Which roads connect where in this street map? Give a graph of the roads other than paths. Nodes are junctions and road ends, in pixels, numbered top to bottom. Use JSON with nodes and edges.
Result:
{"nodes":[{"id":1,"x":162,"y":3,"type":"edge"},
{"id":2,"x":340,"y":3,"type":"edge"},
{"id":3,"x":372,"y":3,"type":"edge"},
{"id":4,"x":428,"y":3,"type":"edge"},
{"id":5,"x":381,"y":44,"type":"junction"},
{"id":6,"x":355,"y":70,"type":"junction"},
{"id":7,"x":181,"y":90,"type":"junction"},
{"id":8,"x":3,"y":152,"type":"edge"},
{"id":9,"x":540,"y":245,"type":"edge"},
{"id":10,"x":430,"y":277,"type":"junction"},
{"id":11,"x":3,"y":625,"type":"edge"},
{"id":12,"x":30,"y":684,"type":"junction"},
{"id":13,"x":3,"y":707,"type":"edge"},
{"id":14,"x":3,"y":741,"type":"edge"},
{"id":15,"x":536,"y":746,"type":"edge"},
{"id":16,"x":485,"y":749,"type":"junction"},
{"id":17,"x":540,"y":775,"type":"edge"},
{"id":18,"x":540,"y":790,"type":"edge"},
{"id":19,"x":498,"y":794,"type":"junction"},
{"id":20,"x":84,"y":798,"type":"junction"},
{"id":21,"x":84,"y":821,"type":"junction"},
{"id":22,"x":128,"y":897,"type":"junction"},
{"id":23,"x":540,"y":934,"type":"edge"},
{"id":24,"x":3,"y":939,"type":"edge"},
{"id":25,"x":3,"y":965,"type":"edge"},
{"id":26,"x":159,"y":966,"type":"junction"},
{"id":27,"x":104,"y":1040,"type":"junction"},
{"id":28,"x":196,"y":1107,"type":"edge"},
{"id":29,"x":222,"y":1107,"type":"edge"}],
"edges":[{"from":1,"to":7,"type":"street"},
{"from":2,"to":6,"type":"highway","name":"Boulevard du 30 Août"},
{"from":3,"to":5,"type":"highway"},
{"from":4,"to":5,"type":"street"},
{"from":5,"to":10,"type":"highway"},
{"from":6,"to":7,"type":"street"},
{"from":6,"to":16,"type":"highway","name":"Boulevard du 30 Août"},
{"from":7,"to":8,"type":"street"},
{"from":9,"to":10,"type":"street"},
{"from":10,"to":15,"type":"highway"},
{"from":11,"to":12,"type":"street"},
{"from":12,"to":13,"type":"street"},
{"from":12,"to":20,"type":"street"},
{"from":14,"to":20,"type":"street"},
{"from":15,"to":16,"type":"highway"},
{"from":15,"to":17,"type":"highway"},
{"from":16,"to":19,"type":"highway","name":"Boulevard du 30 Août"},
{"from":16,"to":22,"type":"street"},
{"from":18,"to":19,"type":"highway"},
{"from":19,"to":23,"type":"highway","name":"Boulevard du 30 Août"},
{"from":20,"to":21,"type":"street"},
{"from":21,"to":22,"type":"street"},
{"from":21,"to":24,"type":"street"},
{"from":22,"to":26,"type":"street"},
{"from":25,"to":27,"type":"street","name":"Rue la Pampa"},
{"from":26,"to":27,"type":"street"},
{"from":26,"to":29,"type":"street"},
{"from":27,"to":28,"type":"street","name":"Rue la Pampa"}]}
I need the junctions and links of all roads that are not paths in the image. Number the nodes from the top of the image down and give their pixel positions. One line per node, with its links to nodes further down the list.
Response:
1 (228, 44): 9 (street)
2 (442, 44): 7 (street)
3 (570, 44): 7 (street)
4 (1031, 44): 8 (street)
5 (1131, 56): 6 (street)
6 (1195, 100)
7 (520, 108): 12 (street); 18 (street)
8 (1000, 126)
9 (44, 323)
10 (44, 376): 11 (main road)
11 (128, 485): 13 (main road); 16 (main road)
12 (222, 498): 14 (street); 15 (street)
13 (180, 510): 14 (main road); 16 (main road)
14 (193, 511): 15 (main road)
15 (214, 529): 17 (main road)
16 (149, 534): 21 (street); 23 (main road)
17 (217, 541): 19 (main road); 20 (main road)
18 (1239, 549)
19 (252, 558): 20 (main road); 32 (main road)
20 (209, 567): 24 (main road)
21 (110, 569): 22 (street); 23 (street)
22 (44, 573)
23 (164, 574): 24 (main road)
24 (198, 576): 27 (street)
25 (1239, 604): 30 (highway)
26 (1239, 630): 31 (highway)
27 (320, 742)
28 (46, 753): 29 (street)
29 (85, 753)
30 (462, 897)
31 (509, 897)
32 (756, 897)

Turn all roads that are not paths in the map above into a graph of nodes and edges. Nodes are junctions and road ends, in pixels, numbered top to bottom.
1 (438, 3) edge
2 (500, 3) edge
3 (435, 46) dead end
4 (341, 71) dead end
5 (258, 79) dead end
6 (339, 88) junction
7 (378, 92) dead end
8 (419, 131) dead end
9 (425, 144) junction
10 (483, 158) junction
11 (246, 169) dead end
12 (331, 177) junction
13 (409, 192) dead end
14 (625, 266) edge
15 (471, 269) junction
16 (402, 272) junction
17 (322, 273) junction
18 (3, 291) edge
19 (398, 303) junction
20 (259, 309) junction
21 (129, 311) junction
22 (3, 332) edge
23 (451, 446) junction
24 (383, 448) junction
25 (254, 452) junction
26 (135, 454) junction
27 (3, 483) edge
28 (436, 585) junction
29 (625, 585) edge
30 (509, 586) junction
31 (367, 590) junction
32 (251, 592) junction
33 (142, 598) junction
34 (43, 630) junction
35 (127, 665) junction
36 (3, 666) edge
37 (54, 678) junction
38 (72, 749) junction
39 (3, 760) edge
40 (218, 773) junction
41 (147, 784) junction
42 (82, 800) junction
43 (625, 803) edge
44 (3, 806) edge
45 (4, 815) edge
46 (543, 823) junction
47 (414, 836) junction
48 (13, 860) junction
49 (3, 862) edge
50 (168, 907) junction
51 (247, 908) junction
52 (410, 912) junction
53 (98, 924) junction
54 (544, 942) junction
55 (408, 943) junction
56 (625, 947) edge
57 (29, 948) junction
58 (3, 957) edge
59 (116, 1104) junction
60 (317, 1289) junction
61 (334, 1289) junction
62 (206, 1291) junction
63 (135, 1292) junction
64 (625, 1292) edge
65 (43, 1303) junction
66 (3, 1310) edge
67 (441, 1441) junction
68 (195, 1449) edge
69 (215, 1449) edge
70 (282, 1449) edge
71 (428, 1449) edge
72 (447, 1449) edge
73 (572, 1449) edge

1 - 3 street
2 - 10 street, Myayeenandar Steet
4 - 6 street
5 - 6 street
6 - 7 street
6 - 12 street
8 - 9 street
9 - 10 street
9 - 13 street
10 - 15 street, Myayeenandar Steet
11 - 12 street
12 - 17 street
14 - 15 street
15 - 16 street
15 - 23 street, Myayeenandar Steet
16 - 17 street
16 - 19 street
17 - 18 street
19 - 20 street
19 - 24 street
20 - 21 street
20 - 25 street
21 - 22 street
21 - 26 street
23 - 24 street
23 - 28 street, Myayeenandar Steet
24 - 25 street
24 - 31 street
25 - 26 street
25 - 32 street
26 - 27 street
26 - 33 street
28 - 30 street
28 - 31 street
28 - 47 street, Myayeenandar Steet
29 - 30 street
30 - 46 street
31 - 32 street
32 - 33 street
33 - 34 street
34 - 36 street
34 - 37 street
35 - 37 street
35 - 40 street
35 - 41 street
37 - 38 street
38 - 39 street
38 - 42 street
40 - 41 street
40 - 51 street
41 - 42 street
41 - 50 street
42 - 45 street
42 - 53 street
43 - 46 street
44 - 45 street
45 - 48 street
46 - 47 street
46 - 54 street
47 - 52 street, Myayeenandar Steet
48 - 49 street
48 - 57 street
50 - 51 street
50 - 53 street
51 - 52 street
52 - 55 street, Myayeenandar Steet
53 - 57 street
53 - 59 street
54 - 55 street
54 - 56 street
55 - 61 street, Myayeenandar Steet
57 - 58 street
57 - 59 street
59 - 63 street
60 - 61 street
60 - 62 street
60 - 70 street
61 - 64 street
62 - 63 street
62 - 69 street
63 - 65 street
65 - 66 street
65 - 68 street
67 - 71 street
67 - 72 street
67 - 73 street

========================

* **Required work**: Each line of the data in which the string "ends" appears needs to be copied.

* **Task output**:
Which roads connect where in this street map? Give a graph of the roads other than paths. Nodes are junctions and road ends, in pixels, numbered top to bottom. Use JSON with nodes and edges.
Turn all roads that are not paths in the map above into a graph of nodes and edges. Nodes are junctions and road ends, in pixels, numbered top to bottom.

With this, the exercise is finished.